Bulletin – April 2004 Credit Ratings and Market Dynamics[1]


Rating agencies provide opinions on the creditworthiness of companies and debt instruments, and so reduce lenders' information gathering costs. Their ratings are especially useful in distinguishing the relative riskiness of different borrowers. Empirical evidence suggests that rating agencies rank the riskiness of borrowers well: realised default rates are consistently higher for lower rating grades.

Over the past few years, however, the performance of rating agencies has been widely debated. Concerns have been expressed about the timeliness and predictive accuracy of ratings – issues that have received greater attention internationally following the high-profile collapses of Enron and WorldCom in the United States. Similar scenarios have arisen in Australia too: HIH Insurance had an investment-grade rating only a few weeks before it became insolvent (Graph 1). Such concerns have prompted some observers to question the value of the rating agencies, and to suggest that their opinions do not contain information beyond what is already available to debt and equity market participants. This is a proposition that can be tested by examining how changes in ratings affect financial market prices. Such tests also shed light on rating agencies' contribution to the dynamics of market pricing. This article presents evidence on the response of security prices to credit rating changes in Australia.

Graph 1
Graph 1: Indicators of HIH Insurance's Financial Health

Response of Australian Debt and Equity Prices to Rating Changes

The response of financial markets to rating changes can be analysed by looking at how Australian equity and bond prices behave around the time of changes in ratings by Moody's and Standard and Poor's, the two largest agencies in the Australian market.[2] The study summarised in this article covers changes in credit ratings between January 1990 and July 2003. Rating changes commonly occur on the same day as other relevant news. To avoid difficulties in interpreting market price movements, the sample is limited to those rating changes that are not accompanied by other value-relevant announcements, concerning issues such as earnings, mergers or divestments. These exclusions ensure that only the impact of the rating change itself is captured. For this study, rating changes include both discrete movements along the rating scale, and ‘watch’ announcements, whereby a rating agency indicates that it is considering a near-term change in a firm's rating in an indicated direction. Since it is difficult to obtain reliable daily data for bond pricing, there are substantially fewer sample rating changes with accompanying bond price data than with equity price data.[3]
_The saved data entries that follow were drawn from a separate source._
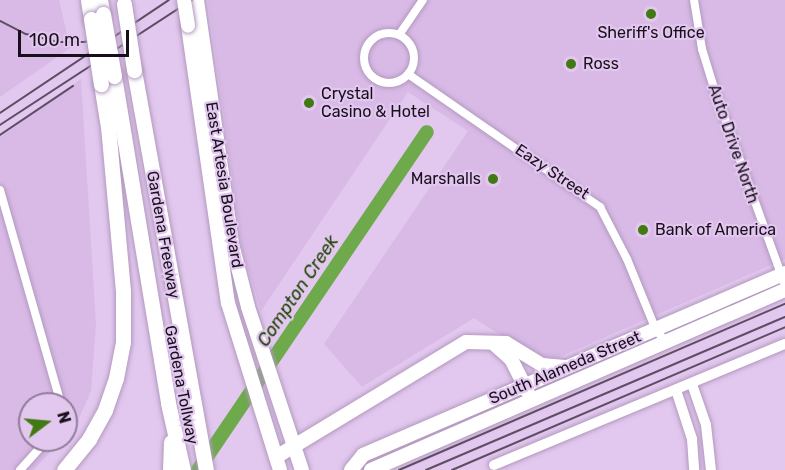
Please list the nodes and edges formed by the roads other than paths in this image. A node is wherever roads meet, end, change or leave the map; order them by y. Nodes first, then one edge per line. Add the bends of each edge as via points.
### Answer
1 (88, 0) edge
2 (184, 0) edge
3 (197, 0) edge
4 (423, 0) edge
5 (694, 0) edge
6 (109, 7) edge
7 (194, 22) junction
8 (399, 35) junction
9 (408, 74) junction
10 (118, 75) junction
11 (0, 190) edge
12 (221, 223) junction
13 (784, 278) edge
14 (785, 290) edge
15 (153, 310) joint
16 (656, 330) junction
17 (491, 342) junction
18 (666, 342) junction
19 (785, 344) edge
20 (511, 359) junction
21 (569, 366) junction
22 (184, 382) junction
23 (692, 384) junction
24 (525, 385) junction
25 (676, 390) junction
26 (58, 392) edge
27 (494, 399) junction
28 (532, 399) junction
29 (170, 410) junction
30 (299, 444) junction
31 (36, 452) edge
32 (278, 463) edge
33 (494, 465) dead end
34 (20, 470) edge
35 (64, 470) edge
36 (170, 470) edge
37 (183, 470) edge
38 (198, 470) edge
39 (206, 470) edge
40 (302, 470) edge
41 (352, 470) edge
42 (371, 470) edge
43 (694, 470) edge
44 (711, 470) edge

1 - 6 highway
2 - 7 main road, East Artesia Boulevard, bridge
3 - 7 main road, East Artesia Boulevard
4 - 8 street
5 - 13 street, Auto Drive North via 702,49 714,88 756,212
6 - 10 highway, Gardena Freeway, bridge
6 - 10 highway, bridge
7 - 12 main road, East Artesia Boulevard
8 - 9 street via 413,52 414,62
8 - 9 street via 383,33 374,38 367,46 364,62 368,72 381,82 396,82
9 - 16 street, Eazy Street via 600,207 627,259
10 - 15 highway, Gardena Tollway via 158,294
10 - 22 highway, Gardena Freeway via 143,124
10 - 35 highway via 108,127 123,291 123,342 117,378 105,410 89,439
11 - 26 street
12 - 30 main road, East Artesia Boulevard
12 - 32 main road, East Artesia Boulevard via 228,303
13 - 16 main road, South Alameda Street
14 - 18 main road, South Alameda Street
15 - 29 highway, Gardena Freeway
16 - 18 street, Eazy Street
16 - 21 main road, South Alameda Street
17 - 20 main road
17 - 21 main road via 516,347 542,365
17 - 30 main road via 456,346
18 - 28 main road, South Alameda Street
19 - 23 street
20 - 24 main road
20 - 27 main road via 508,380
21 - 24 main road, South Alameda Street
22 - 38 highway, Gardena Tollway
22 - 39 highway, Gardena Freeway
23 - 25 street
23 - 44 street via 705,425
24 - 27 main road, South Alameda Street
24 - 28 main road
25 - 33 street
25 - 43 street via 692,439
27 - 41 main road, South Alameda Street via 363,455
28 - 42 main road, South Alameda Street
29 - 36 highway
29 - 37 highway, Gardena Freeway
30 - 32 main road
30 - 40 main road, East Artesia Boulevard
31 - 34 street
For bonds, the reaction to rating announcements was studied by examining the daily spread between the yields on individual corporate bonds and the yields on Commonwealth Government bonds of similar maturity. Bond spreads adjust noticeably in response to credit rating changes, particularly in comparison to the movements over the previous 100 days. On average, the spreads of upgraded bonds narrow by around 3.5 basis points over the day of the announcement and the following day (Graph 2). Downgraded bonds show substantially more response; their spreads rise by over 10 basis points in the same two-day period. There is little evidence of significant movements in spreads in the few weeks prior to or after a rating change, which might have been expected if markets partly anticipate the news provided in rating changes.

Graph 2
Graph 2: Cumulative Change in Bond Spreads

For both groups of bonds there is a discernible but gradual decline in spreads of about 4 basis points over the 100 days leading up to the rating change. This most likely reflects the general pattern of lower spreads for shorter-maturity bonds.

The median two-day sample response to a rating change, across both upgraded and downgraded bonds, is 4.5 basis points; and the median rating change is between A and A−. Looking at a much larger group of Australian bonds, the typical yield differential between A rated and A− rated bonds is about 9 basis points; so it seems that around half of the expected long-term adjustment in bond spreads takes place in the two days around the rating change.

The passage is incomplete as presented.